Stored data entries
>>>>>

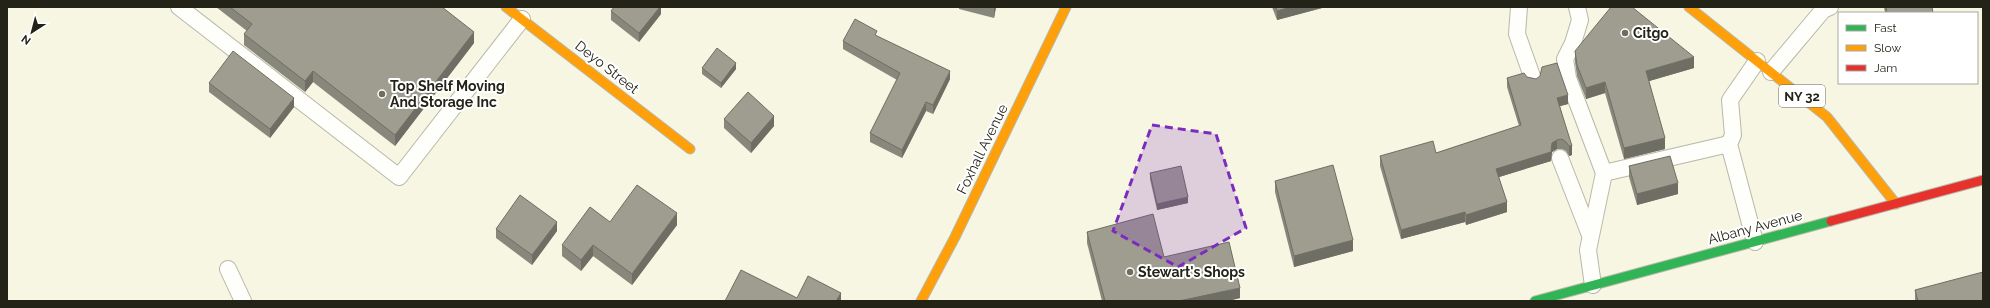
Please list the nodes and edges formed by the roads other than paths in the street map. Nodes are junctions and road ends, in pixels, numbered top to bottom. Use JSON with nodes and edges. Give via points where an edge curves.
{"nodes":[{"id":1,"x":179,"y":7,"type":"edge"},
{"id":2,"x":506,"y":7,"type":"edge"},
{"id":3,"x":1066,"y":7,"type":"edge"},
{"id":4,"x":1519,"y":7,"type":"edge"},
{"id":5,"x":1577,"y":7,"type":"edge"},
{"id":6,"x":1689,"y":7,"type":"edge"},
{"id":7,"x":1830,"y":7,"type":"edge"},
{"id":8,"x":522,"y":19,"type":"junction"},
{"id":9,"x":1757,"y":61,"type":"junction"},
{"id":10,"x":1771,"y":72,"type":"junction"},
{"id":11,"x":1533,"y":79,"type":"edge"},
{"id":12,"x":1729,"y":144,"type":"junction"},
{"id":13,"x":690,"y":149,"type":"dead end"},
{"id":14,"x":1560,"y":158,"type":"dead end"},
{"id":15,"x":1604,"y":173,"type":"junction"},
{"id":16,"x":1983,"y":180,"type":"edge"},
{"id":17,"x":1896,"y":204,"type":"junction"},
{"id":18,"x":1590,"y":234,"type":"junction"},
{"id":19,"x":1755,"y":242,"type":"junction"},
{"id":20,"x":228,"y":269,"type":"dead end"},
{"id":21,"x":1593,"y":285,"type":"junction"},
{"id":22,"x":243,"y":301,"type":"edge"},
{"id":23,"x":921,"y":301,"type":"edge"},
{"id":24,"x":1535,"y":301,"type":"edge"}],
"edges":[{"from":1,"to":8,"type":"lane","via":[[399,177]]},
{"from":2,"to":8,"type":"main road","name":"Deyo Street"},
{"from":3,"to":23,"type":"main road","name":"Foxhall Avenue"},
{"from":4,"to":11,"type":"lane","via":[[1517,34]]},
{"from":5,"to":15,"type":"lane","via":[[1580,20],[1573,44],[1565,58],[1568,78]]},
{"from":6,"to":9,"type":"main road","number":"NY 32"},
{"from":7,"to":10,"type":"lane","via":[[1823,10]]},
{"from":8,"to":13,"type":"main road","name":"Deyo Street"},
{"from":9,"to":10,"type":"main road","number":"NY 32"},
{"from":9,"to":12,"type":"lane","via":[[1730,100],[1733,135]]},
{"from":10,"to":17,"type":"main road","number":"NY 32","via":[[1827,117]]},
{"from":12,"to":15,"type":"lane"},
{"from":12,"to":19,"type":"lane"},
{"from":14,"to":18,"type":"lane"},
{"from":15,"to":18,"type":"lane"},
{"from":16,"to":17,"type":"main road","name":"Albany Avenue"},
{"from":17,"to":19,"type":"main road","name":"Albany Avenue"},
{"from":18,"to":21,"type":"lane","via":[[1588,250]]},
{"from":19,"to":21,"type":"main road","name":"Albany Avenue"},
{"from":20,"to":22,"type":"lane"},
{"from":21,"to":24,"type":"main road","name":"Albany Avenue"}]}
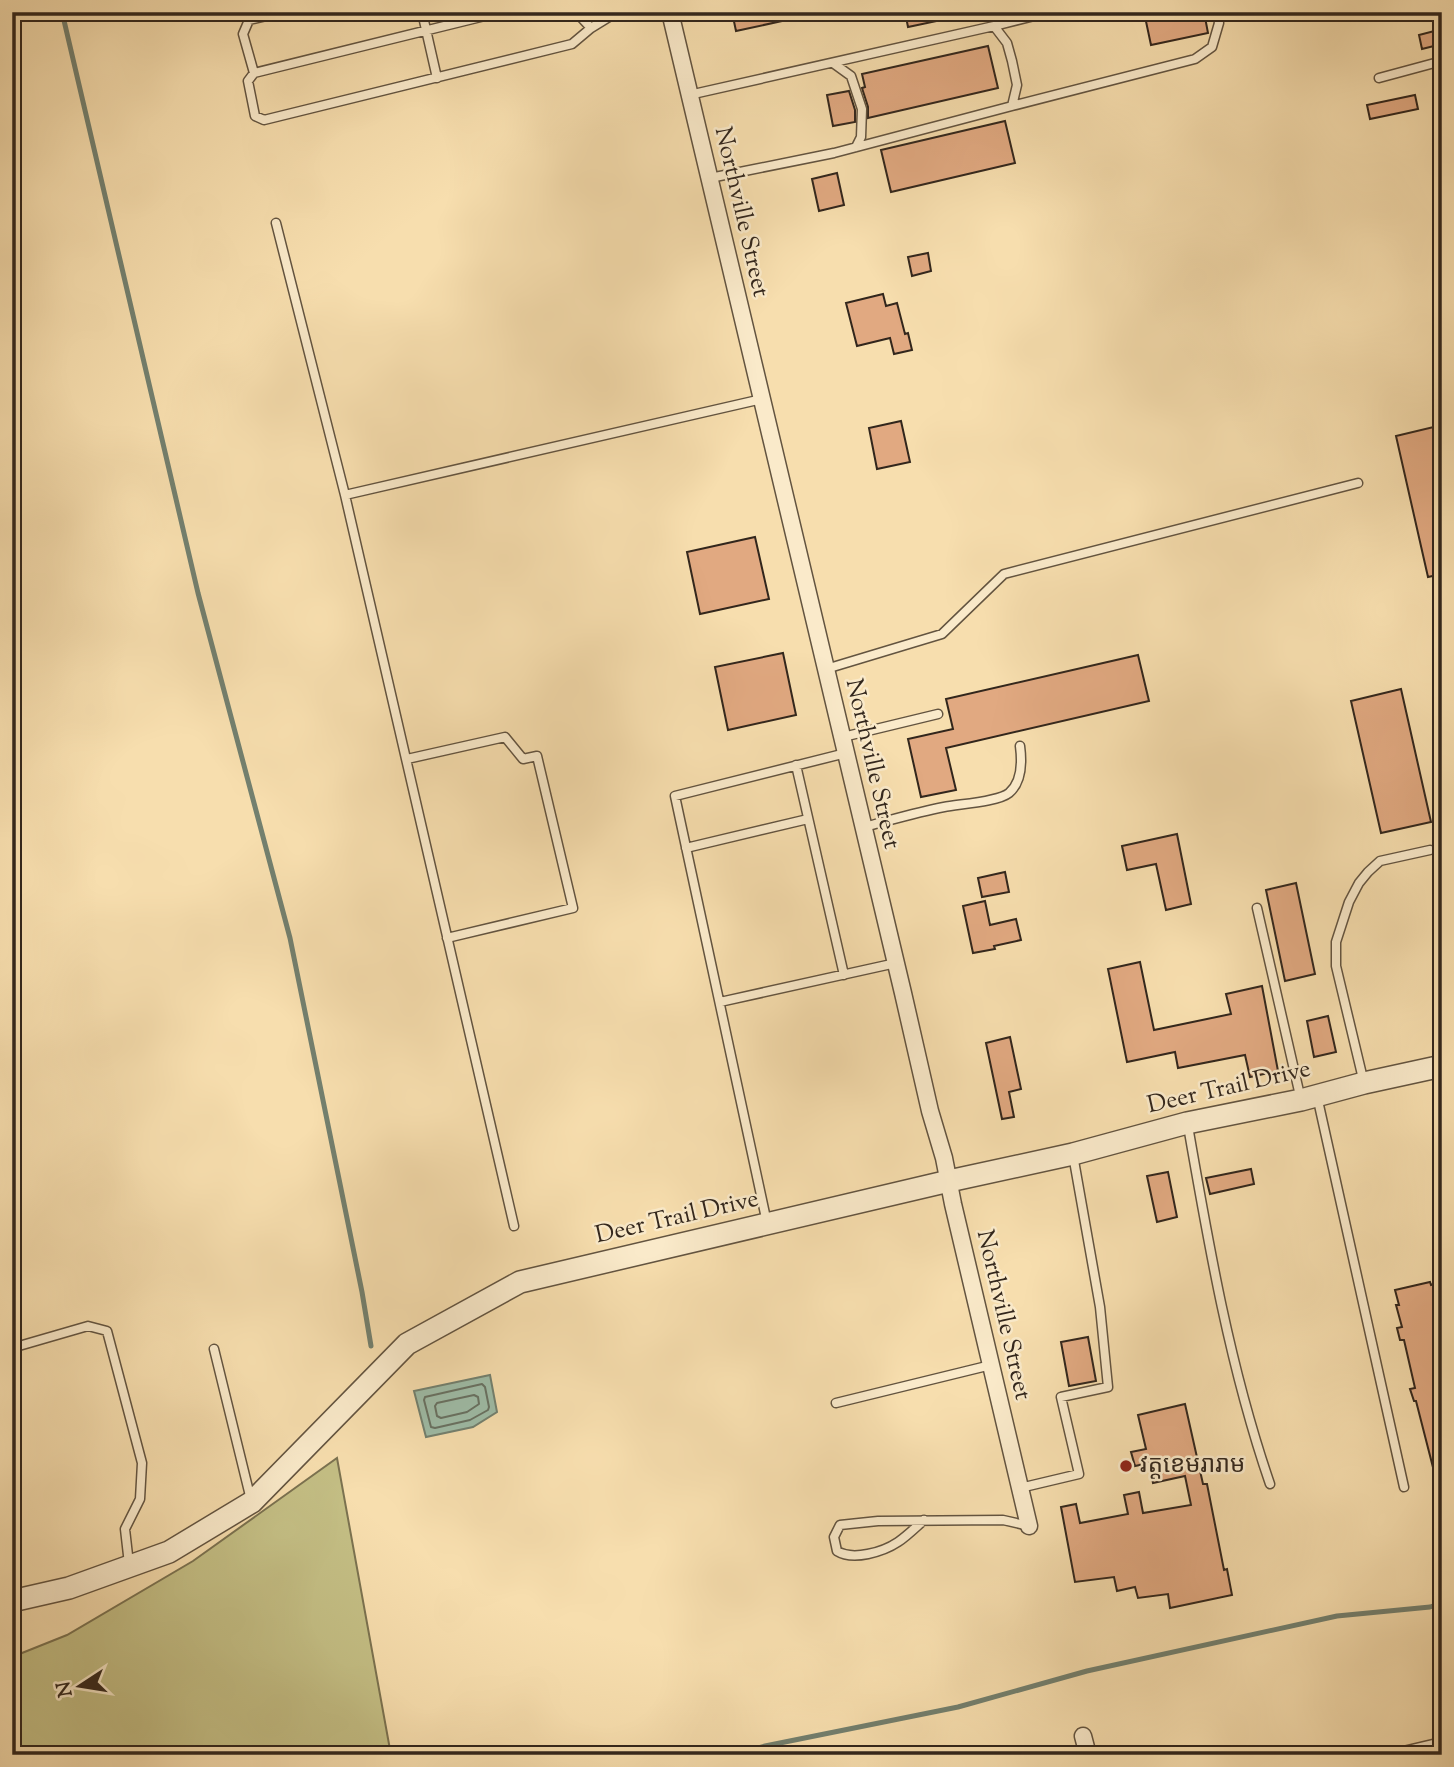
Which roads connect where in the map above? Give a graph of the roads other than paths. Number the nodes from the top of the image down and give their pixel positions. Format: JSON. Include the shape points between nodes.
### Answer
{"nodes":[{"id":1,"x":284,"y":12,"type":"edge"},
{"id":2,"x":422,"y":12,"type":"edge"},
{"id":3,"x":500,"y":12,"type":"edge"},
{"id":4,"x":576,"y":12,"type":"edge"},
{"id":5,"x":617,"y":12,"type":"edge"},
{"id":6,"x":670,"y":12,"type":"edge"},
{"id":7,"x":1050,"y":12,"type":"edge"},
{"id":8,"x":1217,"y":12,"type":"edge"},
{"id":9,"x":994,"y":26,"type":"junction"},
{"id":10,"x":591,"y":28,"type":"junction"},
{"id":11,"x":426,"y":30,"type":"junction"},
{"id":12,"x":1442,"y":61,"type":"edge"},
{"id":13,"x":833,"y":62,"type":"junction"},
{"id":14,"x":254,"y":73,"type":"junction"},
{"id":15,"x":437,"y":78,"type":"junction"},
{"id":16,"x":1379,"y":78,"type":"dead end"},
{"id":17,"x":689,"y":95,"type":"junction"},
{"id":18,"x":1012,"y":106,"type":"junction"},
{"id":19,"x":856,"y":147,"type":"junction"},
{"id":20,"x":710,"y":178,"type":"junction"},
{"id":21,"x":276,"y":223,"type":"dead end"},
{"id":22,"x":762,"y":399,"type":"junction"},
{"id":23,"x":1358,"y":483,"type":"dead end"},
{"id":24,"x":345,"y":495,"type":"junction"},
{"id":25,"x":827,"y":669,"type":"junction"},
{"id":26,"x":938,"y":714,"type":"dead end"},
{"id":27,"x":844,"y":745,"type":"junction"},
{"id":28,"x":1020,"y":746,"type":"dead end"},
{"id":29,"x":407,"y":759,"type":"junction"},
{"id":30,"x":796,"y":765,"type":"junction"},
{"id":31,"x":808,"y":819,"type":"junction"},
{"id":32,"x":864,"y":827,"type":"junction"},
{"id":33,"x":687,"y":848,"type":"junction"},
{"id":34,"x":1430,"y":850,"type":"dead end"},
{"id":35,"x":1257,"y":908,"type":"dead end"},
{"id":36,"x":447,"y":938,"type":"junction"},
{"id":37,"x":896,"y":963,"type":"junction"},
{"id":38,"x":844,"y":975,"type":"junction"},
{"id":39,"x":720,"y":1002,"type":"junction"},
{"id":40,"x":1442,"y":1066,"type":"edge"},
{"id":41,"x":1364,"y":1083,"type":"junction"},
{"id":42,"x":1309,"y":1098,"type":"junction"},
{"id":43,"x":1187,"y":1123,"type":"junction"},
{"id":44,"x":1073,"y":1154,"type":"junction"},
{"id":45,"x":949,"y":1181,"type":"junction"},
{"id":46,"x":767,"y":1223,"type":"junction"},
{"id":47,"x":514,"y":1226,"type":"dead end"},
{"id":48,"x":12,"y":1348,"type":"edge"},
{"id":49,"x":214,"y":1349,"type":"dead end"},
{"id":50,"x":991,"y":1365,"type":"junction"},
{"id":51,"x":836,"y":1403,"type":"dead end"},
{"id":52,"x":1270,"y":1484,"type":"dead end"},
{"id":53,"x":1404,"y":1487,"type":"dead end"},
{"id":54,"x":1020,"y":1488,"type":"junction"},
{"id":55,"x":252,"y":1503,"type":"junction"},
{"id":56,"x":925,"y":1520,"type":"junction"},
{"id":57,"x":1029,"y":1526,"type":"joint"},
{"id":58,"x":129,"y":1567,"type":"junction"},
{"id":59,"x":12,"y":1601,"type":"edge"},
{"id":60,"x":1083,"y":1736,"type":"dead end"},
{"id":61,"x":1442,"y":1746,"type":"edge"},
{"id":62,"x":1088,"y":1755,"type":"edge"},
{"id":63,"x":1404,"y":1755,"type":"edge"}],
"edges":[{"from":1,"to":14,"type":"lane","via":[[249,20],[243,34]]},
{"from":2,"to":11,"type":"lane"},
{"from":3,"to":11,"type":"lane"},
{"from":4,"to":10,"type":"lane"},
{"from":5,"to":10,"type":"lane"},
{"from":6,"to":17,"type":"street","name":"Northville Street"},
{"from":7,"to":9,"type":"lane"},
{"from":8,"to":18,"type":"lane","via":[[1219,23],[1212,47],[1195,60]]},
{"from":9,"to":13,"type":"lane"},
{"from":9,"to":18,"type":"lane","via":[[1007,43],[1012,61],[1017,85]]},
{"from":10,"to":15,"type":"lane","via":[[572,44]]},
{"from":11,"to":14,"type":"lane"},
{"from":11,"to":15,"type":"lane"},
{"from":12,"to":16,"type":"lane"},
{"from":13,"to":17,"type":"lane"},
{"from":13,"to":19,"type":"lane","via":[[851,76],[862,109]]},
{"from":14,"to":15,"type":"lane","via":[[248,81],[255,116],[264,120]]},
{"from":17,"to":20,"type":"street","name":"Northville Street"},
{"from":18,"to":19,"type":"lane"},
{"from":19,"to":20,"type":"lane"},
{"from":20,"to":22,"type":"street","name":"Northville Street"},
{"from":21,"to":24,"type":"lane"},
{"from":22,"to":24,"type":"lane"},
{"from":22,"to":25,"type":"street","name":"Northville Street"},
{"from":23,"to":25,"type":"lane","via":[[1004,575],[942,634]]},
{"from":24,"to":29,"type":"lane"},
{"from":25,"to":27,"type":"street","name":"Northville Street"},
{"from":26,"to":27,"type":"lane"},
{"from":27,"to":30,"type":"lane"},
{"from":27,"to":32,"type":"street","name":"Northville Street"},
{"from":28,"to":32,"type":"lane","via":[[1022,761],[1009,793]]},
{"from":29,"to":36,"type":"lane"},
{"from":29,"to":36,"type":"lane","via":[[505,737],[523,759],[537,756],[573,908]]},
{"from":30,"to":31,"type":"lane"},
{"from":30,"to":33,"type":"lane","via":[[675,796]]},
{"from":31,"to":33,"type":"lane"},
{"from":31,"to":38,"type":"lane"},
{"from":32,"to":37,"type":"street","name":"Northville Street"},
{"from":33,"to":39,"type":"lane"},
{"from":34,"to":41,"type":"lane","via":[[1380,861],[1368,872],[1349,902],[1336,942],[1336,966]]},
{"from":35,"to":42,"type":"lane"},
{"from":36,"to":47,"type":"lane"},
{"from":37,"to":38,"type":"lane"},
{"from":37,"to":45,"type":"street","name":"Northville Street"},
{"from":38,"to":39,"type":"lane"},
{"from":39,"to":46,"type":"lane"},
{"from":40,"to":41,"type":"street","name":"Deer Trail Drive"},
{"from":41,"to":42,"type":"street","name":"Deer Trail Drive"},
{"from":42,"to":43,"type":"street","name":"Deer Trail Drive"},
{"from":42,"to":53,"type":"lane"},
{"from":43,"to":44,"type":"street","name":"Deer Trail Drive"},
{"from":43,"to":52,"type":"lane","via":[[1217,1288]]},
{"from":44,"to":45,"type":"street","name":"Deer Trail Drive"},
{"from":44,"to":54,"type":"lane","via":[[1100,1307],[1108,1387],[1061,1397],[1079,1474]]},
{"from":45,"to":46,"type":"street","name":"Deer Trail Drive"},
{"from":45,"to":50,"type":"street","name":"Northville Street"},
{"from":46,"to":55,"type":"street","name":"Deer Trail Drive","via":[[520,1282],[408,1344]]},
{"from":48,"to":58,"type":"lane","via":[[88,1326],[107,1331],[142,1462],[140,1499],[125,1529]]},
{"from":49,"to":55,"type":"lane"},
{"from":50,"to":51,"type":"lane"},
{"from":50,"to":54,"type":"street","name":"Northville Street"},
{"from":54,"to":57,"type":"street","name":"Northville Street"},
{"from":55,"to":58,"type":"street","name":"Deer Trail Drive","via":[[169,1552]]},
{"from":56,"to":56,"type":"lane","via":[[840,1525],[834,1537],[844,1555],[864,1556],[897,1543]]},
{"from":56,"to":57,"type":"lane","via":[[1003,1520]]},
{"from":58,"to":59,"type":"street","name":"Deer Trail Drive"},
{"from":60,"to":62,"type":"street"},
{"from":61,"to":63,"type":"street"}]}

<<<<<

◆ **EXERCISE INSTRUCTIONS**
Only the lines above that include the word "where" belong in the answer; copy each one.

◆ **EXERCISE SOLUTION**
Please list the nodes and edges formed by the roads other than paths in the street map. Nodes are junctions and road ends, in pixels, numbered top to bottom. Use JSON with nodes and edges. Give via points where an edge curves.
Which roads connect where in the map above? Give a graph of the roads other than paths. Number the nodes from the top of the image down and give their pixel positions. Format: JSON. Include the shape points between nodes.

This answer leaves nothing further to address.